_Task directions_.
Scan the material below for the string "view". Report every line that has it.

##### Data in this exercise #####

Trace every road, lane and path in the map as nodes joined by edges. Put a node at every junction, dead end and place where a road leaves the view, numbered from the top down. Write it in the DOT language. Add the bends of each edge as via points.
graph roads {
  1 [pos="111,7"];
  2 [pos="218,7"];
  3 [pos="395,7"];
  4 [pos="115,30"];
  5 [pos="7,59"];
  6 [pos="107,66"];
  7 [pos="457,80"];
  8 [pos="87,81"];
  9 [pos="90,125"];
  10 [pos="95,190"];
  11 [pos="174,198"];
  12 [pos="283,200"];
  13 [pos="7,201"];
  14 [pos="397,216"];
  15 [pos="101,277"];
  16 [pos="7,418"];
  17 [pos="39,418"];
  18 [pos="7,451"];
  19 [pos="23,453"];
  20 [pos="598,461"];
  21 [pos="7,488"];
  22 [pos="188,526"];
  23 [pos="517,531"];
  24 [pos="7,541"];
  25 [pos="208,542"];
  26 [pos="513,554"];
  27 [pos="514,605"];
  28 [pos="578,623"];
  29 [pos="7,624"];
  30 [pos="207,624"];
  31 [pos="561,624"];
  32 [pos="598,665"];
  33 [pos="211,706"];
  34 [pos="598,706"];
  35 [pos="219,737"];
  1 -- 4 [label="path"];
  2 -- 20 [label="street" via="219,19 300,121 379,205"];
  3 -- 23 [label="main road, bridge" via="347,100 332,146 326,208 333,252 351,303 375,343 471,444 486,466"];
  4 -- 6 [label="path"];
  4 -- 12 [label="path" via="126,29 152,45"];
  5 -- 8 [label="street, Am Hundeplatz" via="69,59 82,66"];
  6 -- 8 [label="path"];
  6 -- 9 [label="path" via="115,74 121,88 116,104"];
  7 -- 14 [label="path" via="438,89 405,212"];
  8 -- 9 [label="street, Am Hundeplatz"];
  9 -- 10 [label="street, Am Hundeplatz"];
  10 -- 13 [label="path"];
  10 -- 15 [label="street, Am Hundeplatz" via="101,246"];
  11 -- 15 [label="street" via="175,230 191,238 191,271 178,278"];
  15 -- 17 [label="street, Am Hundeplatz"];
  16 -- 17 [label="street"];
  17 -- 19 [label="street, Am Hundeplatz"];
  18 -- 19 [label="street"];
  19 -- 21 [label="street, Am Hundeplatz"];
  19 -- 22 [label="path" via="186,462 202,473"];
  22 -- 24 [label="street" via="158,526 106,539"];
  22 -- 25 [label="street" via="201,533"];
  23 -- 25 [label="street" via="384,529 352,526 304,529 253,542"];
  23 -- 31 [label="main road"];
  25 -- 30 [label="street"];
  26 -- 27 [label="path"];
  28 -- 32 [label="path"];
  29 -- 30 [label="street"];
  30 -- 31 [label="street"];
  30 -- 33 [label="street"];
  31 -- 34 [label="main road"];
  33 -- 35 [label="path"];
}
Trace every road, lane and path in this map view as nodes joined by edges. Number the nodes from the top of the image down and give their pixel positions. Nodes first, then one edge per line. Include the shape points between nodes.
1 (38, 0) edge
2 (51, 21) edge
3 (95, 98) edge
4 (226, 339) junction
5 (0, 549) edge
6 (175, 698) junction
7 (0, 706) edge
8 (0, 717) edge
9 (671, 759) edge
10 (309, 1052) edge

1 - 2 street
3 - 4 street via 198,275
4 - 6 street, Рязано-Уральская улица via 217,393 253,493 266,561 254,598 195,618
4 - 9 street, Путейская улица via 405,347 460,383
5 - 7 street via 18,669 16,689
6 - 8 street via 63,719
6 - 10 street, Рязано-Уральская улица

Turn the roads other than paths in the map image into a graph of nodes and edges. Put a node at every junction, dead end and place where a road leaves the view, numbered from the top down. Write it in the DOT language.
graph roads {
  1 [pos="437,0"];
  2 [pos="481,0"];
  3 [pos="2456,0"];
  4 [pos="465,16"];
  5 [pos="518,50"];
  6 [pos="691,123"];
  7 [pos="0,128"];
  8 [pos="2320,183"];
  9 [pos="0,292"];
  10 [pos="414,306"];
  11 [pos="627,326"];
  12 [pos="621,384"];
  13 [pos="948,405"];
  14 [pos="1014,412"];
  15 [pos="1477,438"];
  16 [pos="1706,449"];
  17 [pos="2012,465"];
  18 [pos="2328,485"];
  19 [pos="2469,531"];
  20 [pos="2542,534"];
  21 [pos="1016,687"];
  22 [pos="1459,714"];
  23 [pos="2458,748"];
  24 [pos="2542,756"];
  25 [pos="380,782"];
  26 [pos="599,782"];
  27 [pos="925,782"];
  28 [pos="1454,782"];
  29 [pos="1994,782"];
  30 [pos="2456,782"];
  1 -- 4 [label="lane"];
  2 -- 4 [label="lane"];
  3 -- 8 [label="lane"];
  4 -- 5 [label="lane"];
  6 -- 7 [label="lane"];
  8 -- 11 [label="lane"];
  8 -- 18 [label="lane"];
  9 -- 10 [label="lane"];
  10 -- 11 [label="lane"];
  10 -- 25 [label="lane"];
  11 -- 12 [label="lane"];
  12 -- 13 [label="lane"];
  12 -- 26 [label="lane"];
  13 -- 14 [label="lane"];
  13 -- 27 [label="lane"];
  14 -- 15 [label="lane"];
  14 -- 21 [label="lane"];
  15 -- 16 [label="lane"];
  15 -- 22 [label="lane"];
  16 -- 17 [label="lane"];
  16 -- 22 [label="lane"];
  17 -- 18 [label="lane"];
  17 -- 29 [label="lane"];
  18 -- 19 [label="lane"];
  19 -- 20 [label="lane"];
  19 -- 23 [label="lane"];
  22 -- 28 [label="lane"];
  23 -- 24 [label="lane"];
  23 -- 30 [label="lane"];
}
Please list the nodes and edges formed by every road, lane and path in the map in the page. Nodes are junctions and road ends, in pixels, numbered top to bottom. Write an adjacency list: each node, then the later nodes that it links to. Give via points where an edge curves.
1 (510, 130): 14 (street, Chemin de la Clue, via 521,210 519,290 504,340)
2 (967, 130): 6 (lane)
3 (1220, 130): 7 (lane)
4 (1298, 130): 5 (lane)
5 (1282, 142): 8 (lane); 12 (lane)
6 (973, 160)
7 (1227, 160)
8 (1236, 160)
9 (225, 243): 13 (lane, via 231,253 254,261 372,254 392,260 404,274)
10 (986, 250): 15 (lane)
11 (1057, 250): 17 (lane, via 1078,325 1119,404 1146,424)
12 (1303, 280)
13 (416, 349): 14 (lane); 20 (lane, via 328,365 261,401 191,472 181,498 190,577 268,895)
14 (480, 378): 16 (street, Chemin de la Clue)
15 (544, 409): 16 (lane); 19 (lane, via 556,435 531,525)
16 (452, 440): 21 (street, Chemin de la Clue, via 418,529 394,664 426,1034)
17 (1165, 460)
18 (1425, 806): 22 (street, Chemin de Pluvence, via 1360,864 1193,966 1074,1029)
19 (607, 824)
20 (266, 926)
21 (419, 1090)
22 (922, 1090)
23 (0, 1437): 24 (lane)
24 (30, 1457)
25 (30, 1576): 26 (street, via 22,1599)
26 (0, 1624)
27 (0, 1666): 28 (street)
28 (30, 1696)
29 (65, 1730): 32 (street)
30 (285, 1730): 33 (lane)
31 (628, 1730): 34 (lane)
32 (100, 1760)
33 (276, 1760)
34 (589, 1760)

#####

_Expected output_.
Trace every road, lane and path in the map as nodes joined by edges. Put a node at every junction, dead end and place where a road leaves the view, numbered from the top down. Write it in the DOT language. Add the bends of each edge as via points.
Trace every road, lane and path in this map view as nodes joined by edges. Number the nodes from the top of the image down and give their pixel positions. Nodes first, then one edge per line. Include the shape points between nodes.
Turn the roads other than paths in the map image into a graph of nodes and edges. Put a node at every junction, dead end and place where a road leaves the view, numbered from the top down. Write it in the DOT language.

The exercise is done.